Alternatively the tool may be triggered via electric line with a direct or indirect electrical connection to the surface, or by a built-in timer which is powered by an internal battery and where the delay is set at the surface.
Further, those skilled in the art should appreciate that the parameters and configurations described herein are exemplary and that actual parameters and/or configurations will depend on the specific application in which the systems and techniques of the invention are used. Those skilled in the art should also recognize or be able to ascertain, using no more than routine experimentation, equivalents to the specific embodiments of the invention. It is therefore to be understood that the embodiments described herein are presented by way of example only and that, within the scope of the appended claims and equivalents thereto; the invention may be practiced otherwise than as specifically described.

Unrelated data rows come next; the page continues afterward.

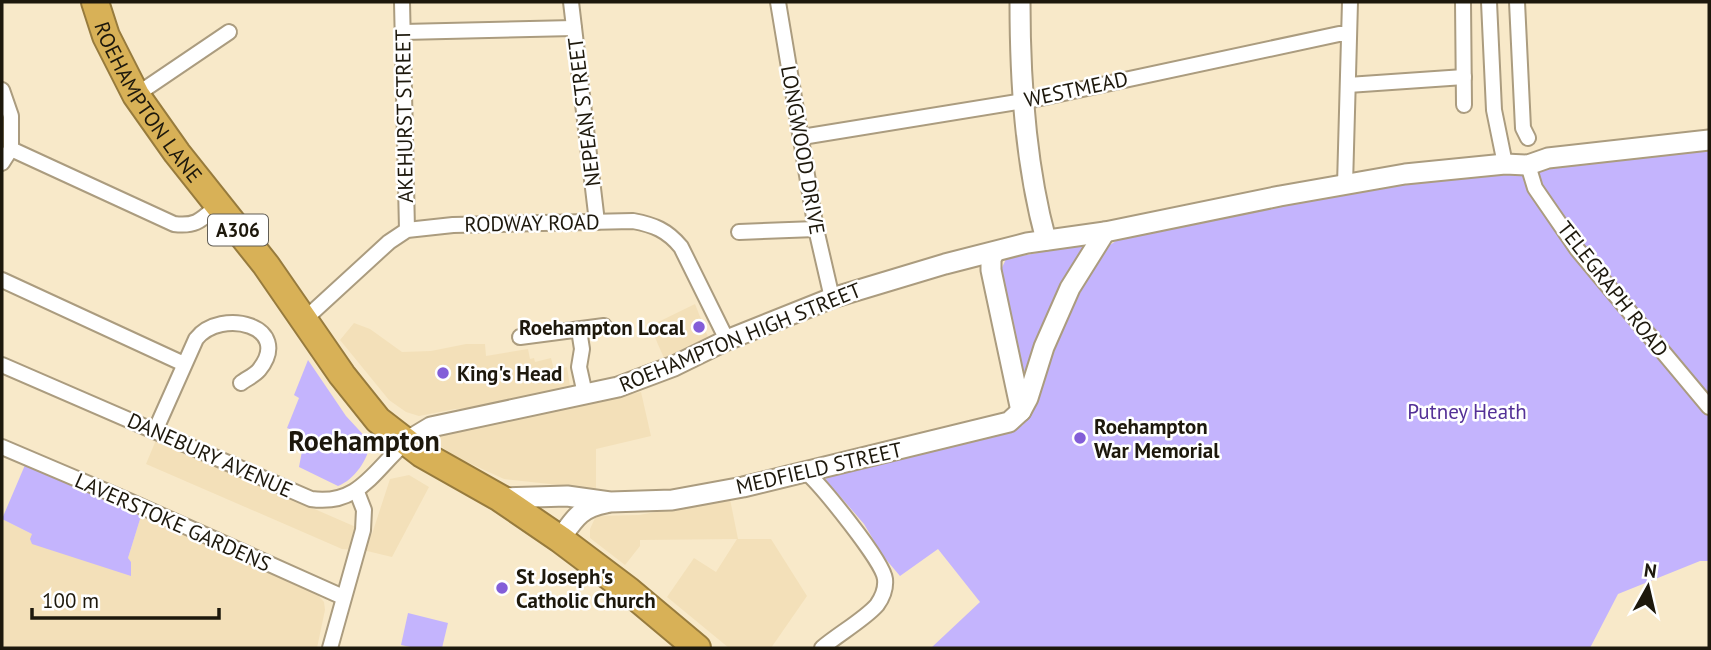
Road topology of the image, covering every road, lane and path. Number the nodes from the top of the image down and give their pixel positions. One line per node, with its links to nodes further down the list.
1 (95, 2): 17 (highway, ROEHAMPTON LANE / A306)
2 (402, 2): 12 (street, AKEHURST STREET)
3 (571, 2): 10 (street, NEPEAN STREET)
4 (778, 2): 20 (street, LONGWOOD DRIVE)
5 (1020, 2): 18 (street)
6 (1350, 2): 13 (street)
7 (1463, 2): 14 (street)
8 (1489, 2): 25 (street)
9 (1517, 2): 21 (street)
10 (574, 28): 12 (street); 29 (street, NEPEAN STREET)
11 (229, 32): 17 (street)
12 (403, 32): 31 (street, AKEHURST STREET)
13 (1349, 34): 15 (street); 18 (street, WESTMEAD)
14 (1464, 77): 15 (street); 19 (street)
15 (1348, 85): 27 (street)
16 (2, 90): 23 (street)
17 (136, 95): 28 (highway, ROEHAMPTON LANE / A306)
18 (1023, 100): 20 (street, WESTMEAD); 34 (street)
19 (1464, 105)
20 (802, 137): 30 (street, LONGWOOD DRIVE)
21 (1528, 138)
22 (1709, 140): 26 (street)
23 (11, 149): 24 (street); 28 (street)
24 (2, 163)
25 (1505, 164): 26 (street); 27 (street)
26 (1528, 165): 47 (street, TELEGRAPH ROAD)
27 (1345, 185): 33 (street)
28 (218, 205): 38 (highway, ROEHAMPTON LANE / A306)
29 (597, 222): 31 (street, RODWAY ROAD); 42 (street, RODWAY ROAD)
30 (816, 229): 32 (street); 37 (street, LONGWOOD DRIVE)
31 (407, 230): 38 (street, RODWAY ROAD)
32 (739, 232)
33 (1105, 232): 34 (street); 48 (street)
34 (1045, 240): 35 (street)
35 (995, 253): 37 (street, ROEHAMPTON HIGH STREET); 48 (street)
36 (2, 280): 43 (street)
37 (832, 298): 42 (street, ROEHAMPTON HIGH STREET)
38 (305, 319): 50 (highway, ROEHAMPTON LANE / A306)
39 (604, 326): 40 (street)
40 (579, 330): 41 (street); 46 (street)
41 (520, 337)
42 (727, 340): 46 (street, ROEHAMPTON HIGH STREET)
43 (184, 364): 45 (street); 49 (street)
44 (2, 365): 49 (street, DANEBURY AVENUE)
45 (241, 383)
46 (585, 394): 50 (street, ROEHAMPTON HIGH STREET)
47 (1709, 407)
48 (1021, 411): 52 (street, MEDFIELD STREET)
49 (155, 431): 53 (street, DANEBURY AVENUE)
50 (406, 442): 53 (street); 54 (highway, ROEHAMPTON LANE / A306)
51 (2, 447): 57 (street, LAVERSTOKE GARDENS)
52 (805, 471): 55 (street, MEDFIELD STREET); 60 (street)
53 (356, 492): 57 (street)
54 (500, 498): 55 (street, MEDFIELD STREET); 56 (highway, ROEHAMPTON LANE / A306)
55 (610, 502): 56 (street, MEDFIELD STREET)
56 (560, 539): 59 (highway, ROEHAMPTON LANE / A306)
57 (343, 597): 58 (street)
58 (330, 648)
59 (697, 648)
60 (822, 648)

Moreover, it should also be appreciated that the invention is directed to each feature, system, subsystem, or technique described herein and any combination of two or more features, systems, subsystems, or techniques described herein and any combination of two or more features, systems, subsystems, and/or methods, if such features, systems, subsystems, and techniques are not mutually inconsistent, is considered to be within the scope of the invention as embodied in the claims. Further, acts, elements, and features discussed only in connection with one embodiment are not intended to be excluded from a similar role in other embodiments. Rather, the systems and methods of the present disclosure are susceptible to various modifications, variations and/or enhancements without departing from the spirit or scope of the present disclosure. Accordingly, the present disclosure expressly encompasses all such modifications, variations and enhancements within its scope.